Jury finds LA police officer not liable in death of teen killed by stray bullet in 2021

A person holds up a large school portrait of Valentina Orellana-Peralta at her funeral.
A person holds a photo of Valentina Orellana-Peralta, 14, who was killed by a stray bullet fired by a police officer, at her funeral on 10 January 2022 in Gardena, California. Photograph: Mario Tama/Getty Images

A Los Angeles police officer who opened fire in a clothing store in 2021 while confronting a disgruntled customer has been found not liable for the death of Valentina Orellana-Peralta, a teenager who was fatally struck by a bullet that bounced off the ground and hit the wall of her dressing room.

A Los Angeles county jury reached its decision on Thursday, capping the wrongful death trial that began early last month.

On 23 December 2021, in the midst of Christmas shopping, the Los Angeles police department (LAPD) received multiple 911 calls about a man using a bike lock to smash things and attack customers in the North Hollywood Burlington store, according to audio released by law enforcement. A store sales associate, in her call, said the man was armed.

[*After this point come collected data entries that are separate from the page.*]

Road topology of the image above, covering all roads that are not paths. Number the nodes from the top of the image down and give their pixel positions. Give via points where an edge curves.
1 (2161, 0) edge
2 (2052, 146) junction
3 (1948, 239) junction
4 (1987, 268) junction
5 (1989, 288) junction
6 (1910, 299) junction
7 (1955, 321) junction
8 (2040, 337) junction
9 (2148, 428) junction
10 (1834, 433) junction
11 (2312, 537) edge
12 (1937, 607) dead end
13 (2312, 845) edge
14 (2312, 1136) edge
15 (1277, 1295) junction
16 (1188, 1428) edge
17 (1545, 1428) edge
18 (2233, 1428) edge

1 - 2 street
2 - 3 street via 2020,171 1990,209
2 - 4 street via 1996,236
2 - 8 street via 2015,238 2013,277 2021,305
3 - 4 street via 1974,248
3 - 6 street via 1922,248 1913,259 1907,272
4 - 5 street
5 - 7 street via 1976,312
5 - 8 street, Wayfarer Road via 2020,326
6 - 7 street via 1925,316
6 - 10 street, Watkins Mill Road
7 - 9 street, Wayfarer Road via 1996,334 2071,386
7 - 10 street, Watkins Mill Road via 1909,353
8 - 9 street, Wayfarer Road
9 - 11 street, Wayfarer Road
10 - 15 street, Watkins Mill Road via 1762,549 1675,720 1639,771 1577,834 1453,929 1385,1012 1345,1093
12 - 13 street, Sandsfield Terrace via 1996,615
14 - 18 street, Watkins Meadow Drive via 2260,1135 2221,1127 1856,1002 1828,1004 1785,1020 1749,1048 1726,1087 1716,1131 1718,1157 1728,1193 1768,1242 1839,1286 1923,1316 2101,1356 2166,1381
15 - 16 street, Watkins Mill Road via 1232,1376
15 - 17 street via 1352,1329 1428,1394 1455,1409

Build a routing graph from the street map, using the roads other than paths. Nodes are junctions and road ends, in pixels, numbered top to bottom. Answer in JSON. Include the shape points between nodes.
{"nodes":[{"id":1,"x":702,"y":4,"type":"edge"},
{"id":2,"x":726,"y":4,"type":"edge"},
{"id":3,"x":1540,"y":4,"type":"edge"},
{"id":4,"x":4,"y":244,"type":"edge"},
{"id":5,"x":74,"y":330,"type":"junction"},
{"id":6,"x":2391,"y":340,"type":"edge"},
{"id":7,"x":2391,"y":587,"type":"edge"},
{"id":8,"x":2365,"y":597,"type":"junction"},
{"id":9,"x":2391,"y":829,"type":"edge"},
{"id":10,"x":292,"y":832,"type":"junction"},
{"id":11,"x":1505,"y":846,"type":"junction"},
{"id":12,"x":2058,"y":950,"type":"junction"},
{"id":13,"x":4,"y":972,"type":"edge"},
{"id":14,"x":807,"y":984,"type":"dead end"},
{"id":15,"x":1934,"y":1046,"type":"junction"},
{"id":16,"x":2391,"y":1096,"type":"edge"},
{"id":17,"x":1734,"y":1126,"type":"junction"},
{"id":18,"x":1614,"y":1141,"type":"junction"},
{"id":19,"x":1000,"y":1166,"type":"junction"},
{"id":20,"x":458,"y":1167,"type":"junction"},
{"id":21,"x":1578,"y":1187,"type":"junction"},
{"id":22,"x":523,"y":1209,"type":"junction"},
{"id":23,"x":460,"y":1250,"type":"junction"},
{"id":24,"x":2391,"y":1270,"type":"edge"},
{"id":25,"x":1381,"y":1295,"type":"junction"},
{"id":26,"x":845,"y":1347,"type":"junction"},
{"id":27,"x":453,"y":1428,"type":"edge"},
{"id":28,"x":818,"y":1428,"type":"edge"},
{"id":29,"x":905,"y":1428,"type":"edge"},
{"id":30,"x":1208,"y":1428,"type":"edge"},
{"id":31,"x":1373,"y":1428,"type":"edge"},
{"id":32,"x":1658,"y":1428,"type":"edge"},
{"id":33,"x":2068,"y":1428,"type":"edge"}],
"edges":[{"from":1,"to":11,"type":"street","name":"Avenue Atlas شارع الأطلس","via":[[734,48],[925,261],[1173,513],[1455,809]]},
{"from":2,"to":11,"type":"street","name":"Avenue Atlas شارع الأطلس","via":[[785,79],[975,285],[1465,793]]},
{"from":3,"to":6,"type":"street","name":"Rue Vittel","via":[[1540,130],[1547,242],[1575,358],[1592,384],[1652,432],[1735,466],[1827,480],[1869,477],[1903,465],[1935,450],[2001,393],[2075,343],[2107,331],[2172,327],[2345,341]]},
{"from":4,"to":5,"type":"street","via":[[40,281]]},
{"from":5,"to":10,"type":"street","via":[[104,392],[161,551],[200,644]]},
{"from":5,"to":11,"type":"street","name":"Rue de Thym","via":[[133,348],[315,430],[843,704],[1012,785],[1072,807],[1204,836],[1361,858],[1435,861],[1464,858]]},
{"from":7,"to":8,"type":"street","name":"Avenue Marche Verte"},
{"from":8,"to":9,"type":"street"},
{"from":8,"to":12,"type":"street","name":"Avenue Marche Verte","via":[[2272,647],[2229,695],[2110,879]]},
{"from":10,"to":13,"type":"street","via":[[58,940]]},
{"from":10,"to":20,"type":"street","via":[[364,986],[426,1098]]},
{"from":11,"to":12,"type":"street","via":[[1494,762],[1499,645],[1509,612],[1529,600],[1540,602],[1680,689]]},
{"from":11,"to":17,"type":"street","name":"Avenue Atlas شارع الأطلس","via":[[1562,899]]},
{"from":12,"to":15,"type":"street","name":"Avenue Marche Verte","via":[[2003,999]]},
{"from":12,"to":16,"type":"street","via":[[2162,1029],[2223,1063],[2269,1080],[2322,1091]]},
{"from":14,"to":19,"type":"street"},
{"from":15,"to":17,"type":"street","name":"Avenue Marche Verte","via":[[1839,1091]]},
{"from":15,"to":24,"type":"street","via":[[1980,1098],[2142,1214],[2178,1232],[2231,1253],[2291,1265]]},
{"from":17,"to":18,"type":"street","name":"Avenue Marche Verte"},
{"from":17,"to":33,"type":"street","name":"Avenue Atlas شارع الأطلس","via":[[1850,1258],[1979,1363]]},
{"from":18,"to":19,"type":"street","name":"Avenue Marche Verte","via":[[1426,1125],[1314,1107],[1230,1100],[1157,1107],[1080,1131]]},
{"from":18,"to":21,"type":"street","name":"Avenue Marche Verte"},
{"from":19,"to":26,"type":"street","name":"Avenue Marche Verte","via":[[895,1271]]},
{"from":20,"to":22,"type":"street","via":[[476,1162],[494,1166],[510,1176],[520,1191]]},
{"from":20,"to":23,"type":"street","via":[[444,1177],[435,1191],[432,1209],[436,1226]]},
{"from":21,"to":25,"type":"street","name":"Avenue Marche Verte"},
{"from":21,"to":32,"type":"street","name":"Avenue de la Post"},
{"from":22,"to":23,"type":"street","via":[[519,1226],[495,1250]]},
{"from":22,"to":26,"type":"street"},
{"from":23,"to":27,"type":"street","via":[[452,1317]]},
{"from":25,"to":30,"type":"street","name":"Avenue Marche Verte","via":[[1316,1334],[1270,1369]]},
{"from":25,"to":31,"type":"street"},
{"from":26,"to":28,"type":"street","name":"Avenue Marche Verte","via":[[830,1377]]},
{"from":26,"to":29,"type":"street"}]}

Officers observed the suspect, Daniel Elena-Lopez, beating an employee with the bicycle lock, according to a 2024 report from the California Department of Justice. Officer William Dorsey Jones Jr fired a rifle three times in the direction of Elena-Lopez, who fell to the ground.

After shots were fired, officers heard screams from a fitting room behind the man.

Orellana-Peralta, 14, and her mother had been hiding in the space. The teenager had a gunshot wound to her torso, according to the report. First responders pronounced her dead at the scene.

Orellana-Peralta’s family filed a lawsuit against Jones in 2022.

During the trial, Jones testified he initially thought the bike lock was a gun. “You have fractions of a second to react. This is – in my mind – a life-or-death situation. I’ve got to save this lady’s life while protecting my own life,” he said on the stand.

The family’s attorneys cast Jones as negligent.

“Officers can’t shoot someone because they possibly have a weapon,” said lawyer Haytham Faraj during the trial. “Otherwise, they’d be shooting everyone.”

Orellana-Peralta’s death drew outrage from police reform activists who called for Jones’s termination. A year prior, debate had raged over the police’s roleafter the killing of George Floyd. Ultimately, California attorney general Rob Bonta did not pursue criminal charges against Jones.

“I can’t understand this one. I don’t get it,” Nick Rowley, another attorney for the family said, after the verdict in an Instagram story. He criticized a previous legal team for mishandling the case, suggesting that the jury should have heard evidence that former LAPD police chief Michel Moore deemed Jones’s use of deadly force to be unjustified.